LINC is reaching out to children and families through all its Caring Communities sites and to the children of neighbors and partners to join in the annual tree planting experience that Neighborhood Forest hopes to bring to more than 100,000 children for Earth Day this year.

LINC will be providing STE(A)M education and programs to teach children about the environment and conservation. And LINC will hold a community event on the day after Earth Day April 23.

To sign children up to receive trees, parents and guardians should reach out to their neighborhood school’s LINC Caring Communities Coordinator, by visiting the school or contacting the coordinator. A link to LINC contact information by school district locations is available here or by emailing communications@kclinc.org.

LINC’s community Earth Day event will be at Morning Star Youth and Family Life Center, April 23, from 6 p.m. to 7:30 p.m., and families and community partners can sign their children up to receive trees at that event by going to a special registration page here.

The deadline for registration is March 15.

LINC is excited to join Neighborhood Forest’s tree planting campaign, said LINC STE(A)M Coordinator Brett Campbell, because of the many opportunities to engage children and their families earth-friendly science.

STE(A)M stands for science, technology, engineering, math and the arts. LINC’s lessons around the tree project will include many topics, such as the health of the environment and how trees help ease the carbon impact of cities, affecting the quality of air, helping children breathe better and be healthier. They will learn the biology of trees and ecosystems.

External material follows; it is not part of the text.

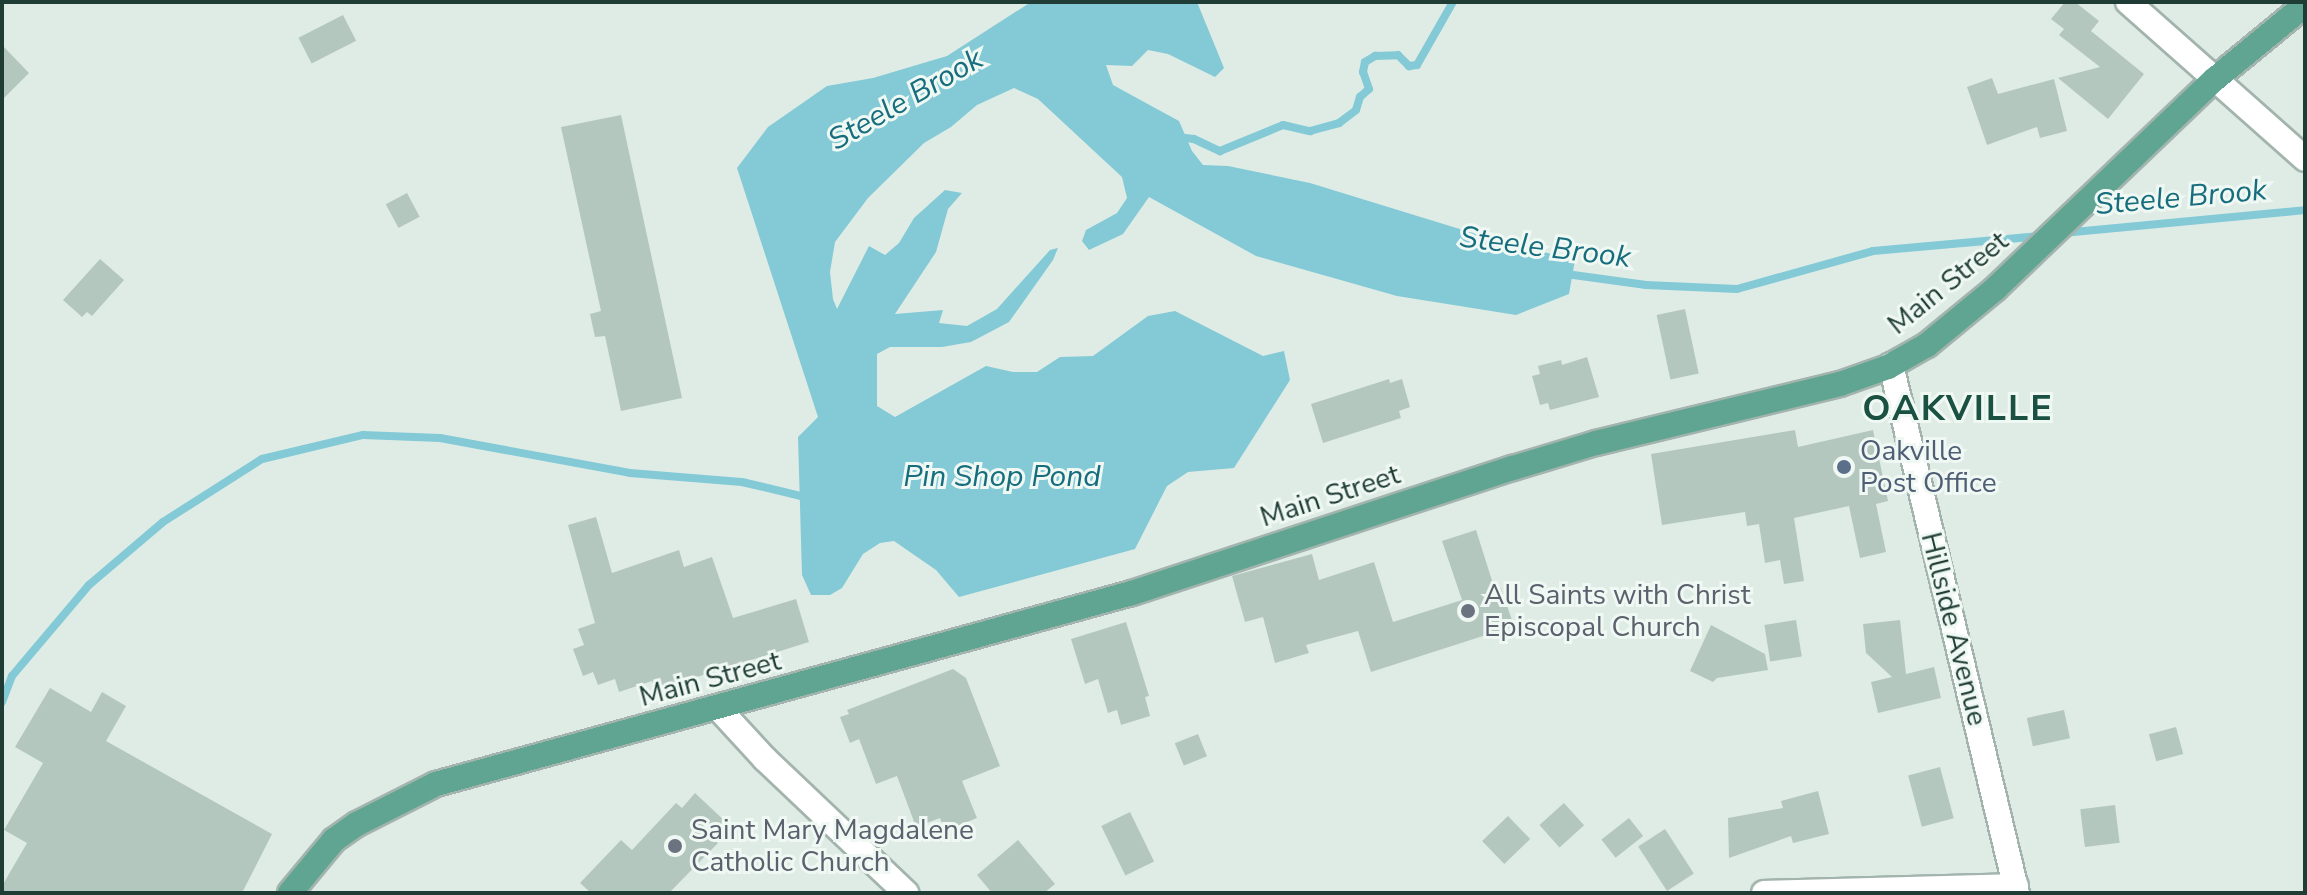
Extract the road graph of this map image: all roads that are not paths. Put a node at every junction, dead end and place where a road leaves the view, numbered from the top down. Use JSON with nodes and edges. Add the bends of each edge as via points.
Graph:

Just as importantly, Campbell said, children will learn to “take ownership of their (earth) home.”

Neighborhood Forest, based in Minnesota’s Twin Cities, began in 2010 as a mission by Vikas and Priay Narula and college friends to carry on the ideal of other inspirational efforts “to give every child the priceless joy of planting and watching trees grow.”

The program works with schools, libraries and youth groups to enroll children. And as thousands of trees have been planted, the growing effort has beautified neighborhoods, lessened cities’ carbon footprint and filled “the hearts of little ones a sense of magic, wonder and love for our planet.”

More than 67,000 children received trees for Earth Day 2024, and Neighborhood Forest is aiming to exceed 100,000 children in 2025.

LINC is one of more than 2,000 youth organizations in the U.S. and Canada now involved in Neighborhood Forest.

LINC has been active in tree planting for many years. In this photo, LINC children plant a tree sapling with the Giving Grove program at Woodland Elementary School in 2015.